• [Exercise details] Check every line of the entries below for "positions", and copy the lines that have it.

• [Task inputs]
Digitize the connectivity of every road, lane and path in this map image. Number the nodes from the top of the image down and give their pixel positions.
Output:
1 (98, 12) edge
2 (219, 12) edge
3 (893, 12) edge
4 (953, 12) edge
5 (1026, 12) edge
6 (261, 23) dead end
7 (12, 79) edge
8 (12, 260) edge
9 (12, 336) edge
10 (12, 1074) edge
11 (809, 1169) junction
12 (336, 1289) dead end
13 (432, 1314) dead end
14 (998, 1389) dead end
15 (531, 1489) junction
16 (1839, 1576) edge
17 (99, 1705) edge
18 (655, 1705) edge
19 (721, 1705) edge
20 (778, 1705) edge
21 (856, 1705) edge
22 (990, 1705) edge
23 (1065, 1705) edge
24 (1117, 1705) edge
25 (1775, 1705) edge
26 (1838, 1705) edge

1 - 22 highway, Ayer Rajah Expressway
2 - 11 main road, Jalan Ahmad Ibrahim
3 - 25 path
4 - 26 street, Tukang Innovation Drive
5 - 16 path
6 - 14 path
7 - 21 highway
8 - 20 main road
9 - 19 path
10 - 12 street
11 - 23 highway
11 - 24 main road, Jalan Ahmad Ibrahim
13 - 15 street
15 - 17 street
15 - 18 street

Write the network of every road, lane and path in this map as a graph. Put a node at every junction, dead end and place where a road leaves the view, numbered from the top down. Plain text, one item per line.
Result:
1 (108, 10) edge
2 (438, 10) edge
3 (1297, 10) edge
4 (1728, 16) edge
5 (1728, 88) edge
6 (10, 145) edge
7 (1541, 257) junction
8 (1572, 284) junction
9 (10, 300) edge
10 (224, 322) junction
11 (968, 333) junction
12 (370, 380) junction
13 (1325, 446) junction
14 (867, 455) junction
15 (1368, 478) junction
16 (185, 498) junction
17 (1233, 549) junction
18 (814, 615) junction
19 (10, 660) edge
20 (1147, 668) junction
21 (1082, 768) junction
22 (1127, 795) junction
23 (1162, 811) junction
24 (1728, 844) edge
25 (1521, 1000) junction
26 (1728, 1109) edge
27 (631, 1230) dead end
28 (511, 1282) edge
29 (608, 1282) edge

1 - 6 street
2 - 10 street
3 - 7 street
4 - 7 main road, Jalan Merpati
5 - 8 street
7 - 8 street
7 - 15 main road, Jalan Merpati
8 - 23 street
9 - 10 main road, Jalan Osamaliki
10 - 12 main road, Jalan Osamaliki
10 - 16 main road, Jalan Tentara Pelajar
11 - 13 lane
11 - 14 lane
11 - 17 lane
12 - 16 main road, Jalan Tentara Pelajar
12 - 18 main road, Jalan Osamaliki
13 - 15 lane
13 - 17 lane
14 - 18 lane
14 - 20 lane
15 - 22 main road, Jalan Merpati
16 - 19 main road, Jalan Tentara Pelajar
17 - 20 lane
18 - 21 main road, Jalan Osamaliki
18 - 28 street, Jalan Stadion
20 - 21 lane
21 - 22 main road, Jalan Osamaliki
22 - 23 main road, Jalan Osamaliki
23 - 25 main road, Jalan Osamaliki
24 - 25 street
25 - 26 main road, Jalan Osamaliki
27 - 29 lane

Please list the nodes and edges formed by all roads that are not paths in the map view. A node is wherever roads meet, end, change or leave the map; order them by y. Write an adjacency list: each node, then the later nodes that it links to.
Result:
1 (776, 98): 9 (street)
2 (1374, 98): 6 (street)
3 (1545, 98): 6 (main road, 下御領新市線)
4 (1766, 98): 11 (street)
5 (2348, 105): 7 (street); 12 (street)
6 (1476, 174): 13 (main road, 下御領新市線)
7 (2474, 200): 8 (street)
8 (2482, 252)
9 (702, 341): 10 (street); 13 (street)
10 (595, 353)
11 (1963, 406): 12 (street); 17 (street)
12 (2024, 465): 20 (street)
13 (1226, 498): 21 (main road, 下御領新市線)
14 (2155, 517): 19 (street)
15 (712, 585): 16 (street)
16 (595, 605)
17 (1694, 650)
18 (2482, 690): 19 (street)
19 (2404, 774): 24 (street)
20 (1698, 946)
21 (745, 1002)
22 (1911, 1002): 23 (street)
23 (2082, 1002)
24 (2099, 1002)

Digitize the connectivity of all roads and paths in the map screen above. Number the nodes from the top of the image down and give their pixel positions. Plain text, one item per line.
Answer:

• [Exercise response]
Digitize the connectivity of every road, lane and path in this map image. Number the nodes from the top of the image down and give their pixel positions.
Digitize the connectivity of all roads and paths in the map screen above. Number the nodes from the top of the image down and give their pixel positions. Plain text, one item per line.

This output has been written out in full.